David Gurteen, an email contact and former senior manager with Lotus Development with much experience of electronic communication, has put together these ideas about the effective use of emails and how it can, if used without thought, affect business and personal relationships.

Email is immensely powerful. It improves communication and enables people in an organisation to work effectively together. It also has the power to destroy or seriously damage relationships. If you exchange a few e-mail messages with colleagues each day, you may not have experienced problems. However when you:

  • are under pressure
  • receive more messages than you have time to deal with that flood you with unstructured information and impose demands on you
  • communicate with people
    • in different functional groups
    • whom you have never met
    • whose native language is different from your own
    • from different cultural backgrounds
    • under pressures & constraints of which you are not aware

then email may not only be less effective as a communication medium but may actually become destructive.

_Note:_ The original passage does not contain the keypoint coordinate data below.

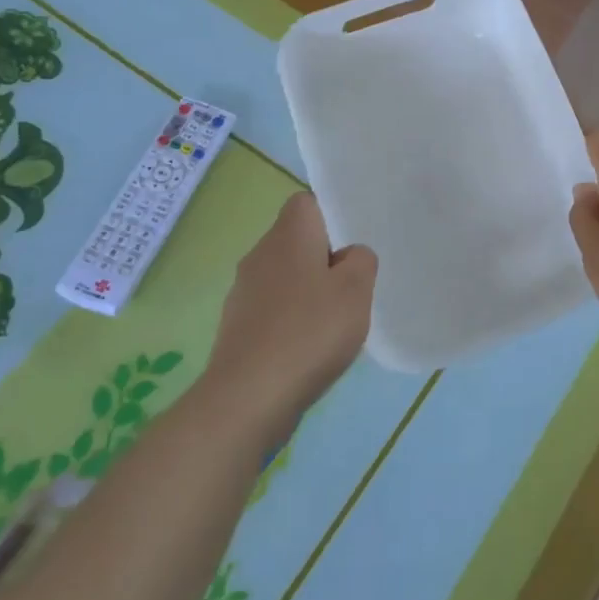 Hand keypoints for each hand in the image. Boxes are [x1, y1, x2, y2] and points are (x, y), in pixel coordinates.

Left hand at [205, 192, 376, 432]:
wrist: (249, 397)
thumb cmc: (309, 332)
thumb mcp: (356, 290)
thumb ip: (361, 261)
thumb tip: (348, 256)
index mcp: (288, 235)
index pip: (307, 202)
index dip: (332, 215)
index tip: (353, 242)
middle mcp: (260, 254)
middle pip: (296, 240)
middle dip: (325, 257)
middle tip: (353, 284)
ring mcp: (243, 291)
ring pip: (285, 275)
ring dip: (309, 289)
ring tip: (335, 320)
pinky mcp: (237, 326)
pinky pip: (273, 307)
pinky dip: (293, 318)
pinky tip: (310, 346) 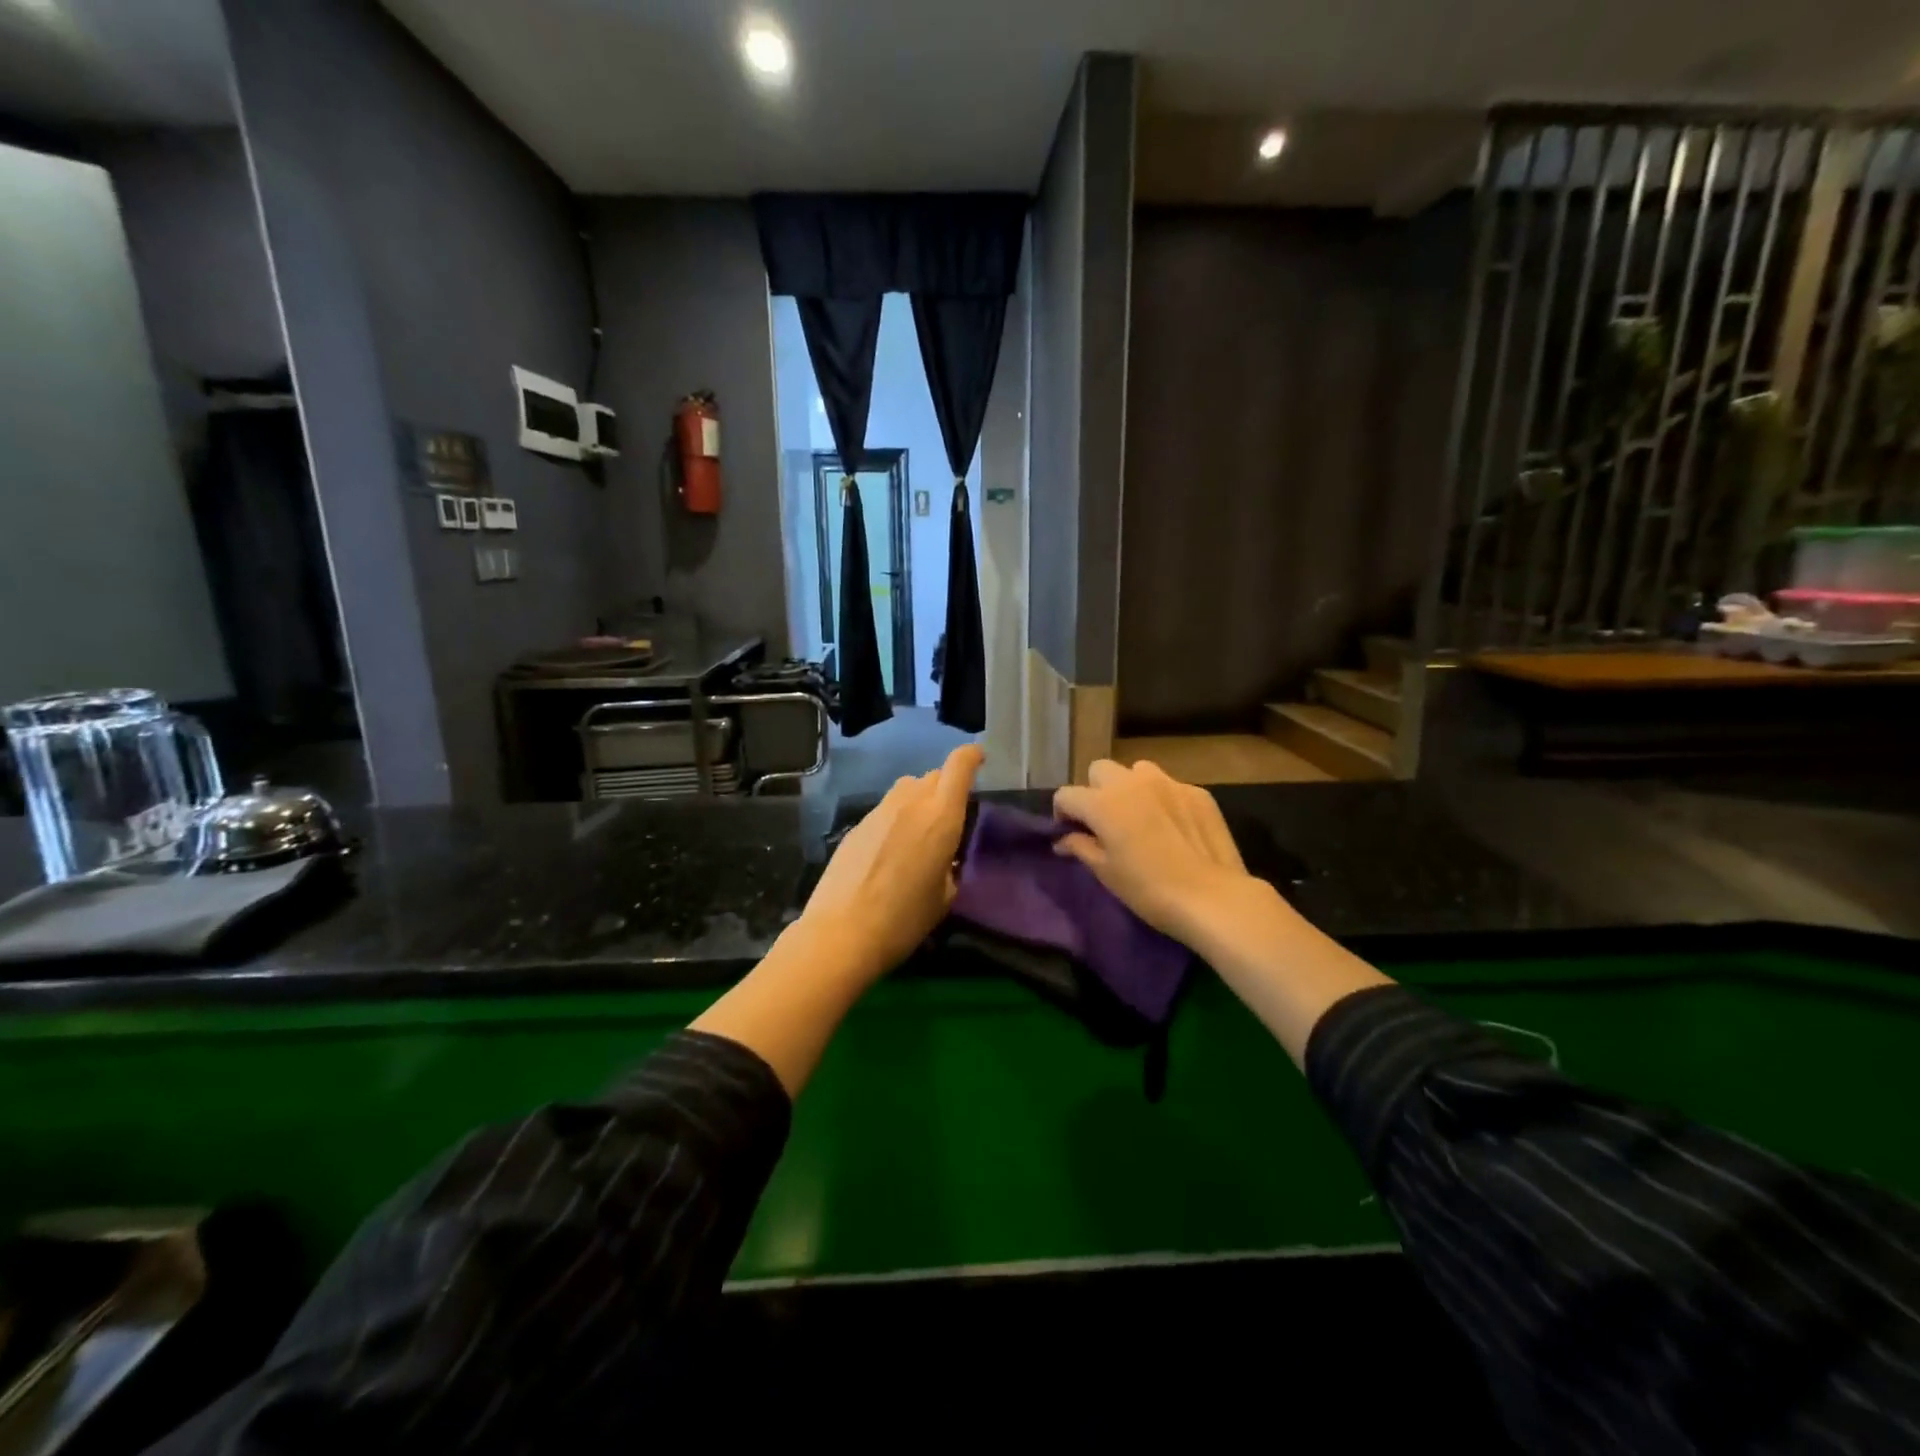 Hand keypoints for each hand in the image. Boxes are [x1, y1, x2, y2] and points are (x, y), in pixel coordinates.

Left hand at [799, 744, 983, 982]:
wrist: (841, 933)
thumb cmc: (904, 920)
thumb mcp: (944, 897)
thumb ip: (951, 867)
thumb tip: (946, 859)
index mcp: (941, 817)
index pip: (959, 766)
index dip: (971, 756)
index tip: (979, 760)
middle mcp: (910, 803)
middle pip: (933, 776)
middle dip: (947, 787)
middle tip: (952, 815)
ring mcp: (879, 811)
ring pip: (907, 789)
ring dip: (920, 800)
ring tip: (921, 833)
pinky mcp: (857, 826)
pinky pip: (886, 810)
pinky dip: (897, 819)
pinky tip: (892, 851)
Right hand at [1052, 760, 1269, 949]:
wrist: (1211, 897)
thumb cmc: (1148, 889)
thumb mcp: (1105, 872)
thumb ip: (1080, 847)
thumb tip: (1063, 839)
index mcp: (1102, 802)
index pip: (1066, 795)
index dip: (1063, 814)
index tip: (1070, 834)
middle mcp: (1132, 782)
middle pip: (1099, 770)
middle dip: (1095, 790)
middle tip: (1105, 821)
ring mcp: (1168, 782)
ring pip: (1137, 771)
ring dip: (1130, 787)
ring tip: (1140, 816)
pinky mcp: (1197, 792)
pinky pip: (1170, 785)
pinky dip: (1163, 799)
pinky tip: (1173, 826)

Email can destroy trust without the parties concerned being aware that it is happening. It is the small everyday incidents that cause the real erosion of trust. These may include - making unreasonable demands of people, imposing work on people, ignoring requests, badmouthing and failure to meet commitments. These things go on in normal every day interaction between people, so what's different about email?

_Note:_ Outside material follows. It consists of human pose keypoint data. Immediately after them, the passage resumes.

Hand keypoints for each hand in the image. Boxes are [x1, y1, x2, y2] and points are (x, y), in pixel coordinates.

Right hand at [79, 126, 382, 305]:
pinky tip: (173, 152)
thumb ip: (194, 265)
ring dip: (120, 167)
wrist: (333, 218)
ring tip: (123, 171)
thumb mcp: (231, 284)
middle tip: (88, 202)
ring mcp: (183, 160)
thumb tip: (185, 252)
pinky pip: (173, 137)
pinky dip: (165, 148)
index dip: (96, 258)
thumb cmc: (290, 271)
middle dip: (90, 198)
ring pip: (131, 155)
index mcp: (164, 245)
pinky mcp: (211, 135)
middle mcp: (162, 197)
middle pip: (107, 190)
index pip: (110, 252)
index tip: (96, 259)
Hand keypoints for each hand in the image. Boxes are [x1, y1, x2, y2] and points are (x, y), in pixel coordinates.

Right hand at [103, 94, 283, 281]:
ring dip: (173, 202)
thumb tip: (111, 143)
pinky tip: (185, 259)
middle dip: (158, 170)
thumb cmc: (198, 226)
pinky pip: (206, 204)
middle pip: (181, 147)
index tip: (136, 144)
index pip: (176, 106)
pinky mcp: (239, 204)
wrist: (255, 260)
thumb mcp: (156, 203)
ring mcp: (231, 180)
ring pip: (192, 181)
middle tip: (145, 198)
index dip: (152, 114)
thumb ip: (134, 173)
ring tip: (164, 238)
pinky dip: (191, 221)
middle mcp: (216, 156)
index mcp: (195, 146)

  • There is no micro-feedback loop. We can go on criticising you for several pages whereas, if we were talking, you would stop me during the first sentence. We can also say things that we would never have the nerve to say to your face.
  • E-mail is like a 'loaded gun'. Having quickly sent a message in a moment of anger, on most e-mail systems you cannot retrieve it.
  • In electronic communities you establish many more relationships where you do not know the people with whom you are communicating - you may never have even met them. Thus you have not built a high trust level with them and it is easy to misinterpret intentions.
  • There is lack of context. You do not know what pressures the other person is under and so may press too hard at times for action or a reply and be surprised at a fiery response.
  • E-mail is more public. You should always assume that an e-mail that bad mouths or criticises someone could end up being forwarded to them or overseen.

Building Trust

The Do Nots include:

  • do not criticise or blame
  • do not be manipulative
  • do not be arrogant
  • do not discuss emotional issues
  • do not reply in the heat of the moment
  • do not ignore messages to which a reply is needed
  • do not breach confidentiality
  • do not overload the system with unnecessary messages

Simply stop and think before sending a message. Be aware and remain conscious.

The Dos that build trust include:

  • thanking publicly
  • informing people
  • apologising publicly
  • demonstrating personal integrity
  • replying promptly even to say no
  • praising people
  • supporting people
  • giving positive feedback
  • keeping promises
  • being honest, kind and courteous.